I entirely agree with that point. That could be said for the United Kingdom as a whole of course, that business rates are a property tax that is wholly outdated and bears no relationship to people's income and therefore their ability to pay. Getting from where we are to where we want to be, of course, is not necessarily an easy thing to do, but, nevertheless, I do think that for a country like Wales, which is at the bottom of the table of nations and regions of England, we do need to have some imaginative response from the United Kingdom Government—as well as from the Welsh Government—who do have the levers of economic power in their hands, and it would be possible for them to devise some kind of package for Wales, and not just Wales, but for Scotland, and for other regions in England as well, which gives them a relative advantage, or reduces the relative disadvantage that they've inherited from history.

As Mike Hedges pointed out, Wales lost in its heavy industry lots of jobs that were well paid and were very large employers of labour, and they've not been replaced by anything that could compare with them. Unfortunately, not just because of EU regulations but because—and the UK Government and the Welsh Government enthusiastically accepts this—we have a crazy energy policy in this country where we insist on adding to industry's costs by green taxes and charges, and jobs are exported, particularly in energy-intensive industries, to other parts of the world that are not so concerned about environmental damage, even if you accept the precepts of man-made global warming. Why our steel industry has to put up with this, I have no idea. As I've pointed out many times in the past, what happens in Wales is going to make absolutely no difference whatsoever to carbon dioxide levels around the planet, and yet as the poorest part of the United Kingdom and one of the poorest parts of western Europe, we are a part of the world that can least afford these kinds of indulgences.

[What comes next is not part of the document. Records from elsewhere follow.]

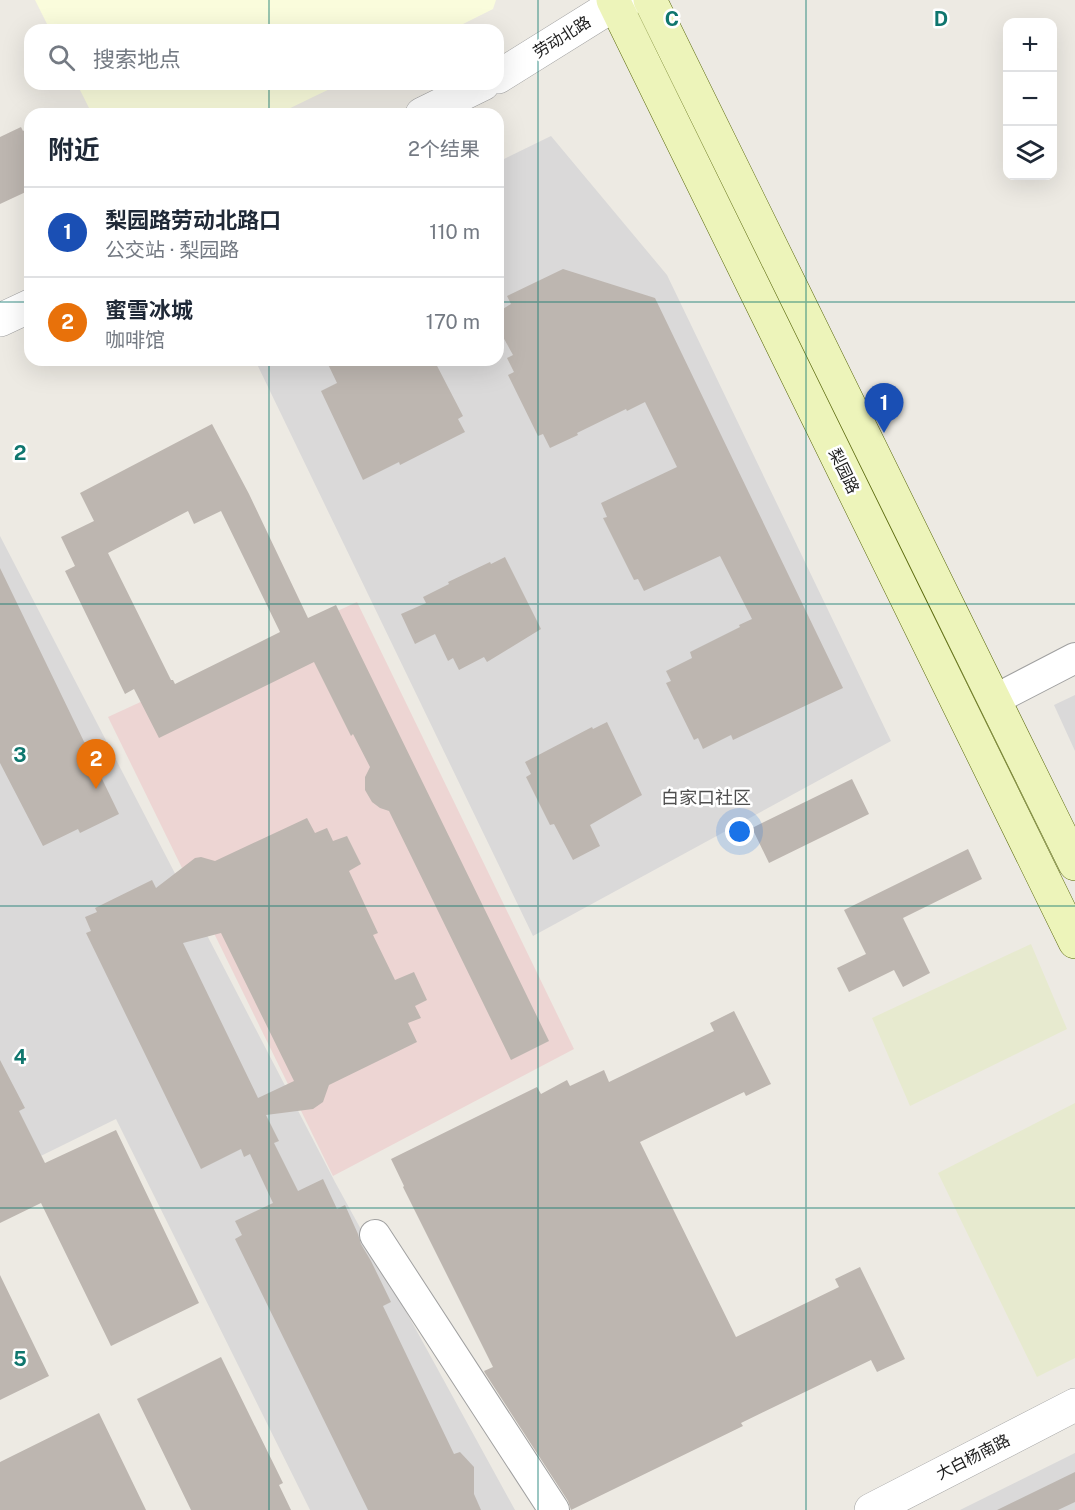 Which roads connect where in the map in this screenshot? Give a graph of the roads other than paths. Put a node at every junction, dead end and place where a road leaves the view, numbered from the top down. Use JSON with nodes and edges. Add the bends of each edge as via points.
{"nodes":[{"id":1,"x":650,"y":0,"type":"edge"},
{"id":2,"x":618,"y":1,"type":"edge"},
{"id":3,"x":504,"y":73,"type":"edge"},
{"id":4,"x":471,"y":90,"type":"edge"},
{"id":5,"x":434,"y":108,"type":"edge"},
{"id":6,"x":24,"y":309,"type":"edge"},
{"id":7,"x":0,"y":320,"type":"edge"},
{"id":8,"x":1075,"y":658,"type":"edge"},
{"id":9,"x":994,"y":700,"type":"junction"},
{"id":10,"x":1075,"y":864,"type":"edge"},
{"id":11,"x":1075,"y":942,"type":"edge"},
{"id":12,"x":375,"y":1235,"type":"dead end"},
{"id":13,"x":1075,"y":1405,"type":"edge"},
{"id":14,"x":554,"y":1510,"type":"edge"},
{"id":15,"x":871,"y":1510,"type":"edge"}],
"edges":[{"from":1,"to":9,"type":"main road","name":"梨园路"},
{"from":2,"to":3,"type":"street","name":"劳动北路"},
{"from":2,"to":11,"type":"main road","name":"梨园路"},
{"from":4,"to":5,"type":"street"},
{"from":6,"to":7,"type":"street"},
{"from":8,"to":9,"type":"street"},
{"from":9,"to":10,"type":"main road","name":"梨园路"},
{"from":12,"to":14,"type":"street"},
{"from":13,"to":15,"type":"street","name":"大白杨南路"}]}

So, I do—[Interruption.] Well, the facts speak for themselves; I haven't time to go into them now, but I will be making a speech of that kind again before too long, I am sure.

But what the Government has done and plans to do on transport infrastructure, particularly rail infrastructure, I think is a very good thing, and I certainly accept what Mark Reckless said about solving the traffic problems around Newport. If Wales is to make itself a more attractive venue for investment then the ease of getting in and out of Wales is absolutely key. But the overall atmosphere, I think, of Wales has to become more positive and cheerful and enterprise-friendly. There are many statistics that I could quote about Wales's relative inability in recent years to attract entrepreneurs here and businesses and enterprises that are in the industries of the future, which Mike Hedges was talking about earlier on. There are more programmers and coders in the UK than there are in Silicon Valley and San Francisco and so on. So, these, I wholly accept, are the industries of the future. So, I'm afraid the answer is not going to be more and more Government spending but actually getting Governments off the backs of the people and off the backs of businesses. That's the way forward for Wales.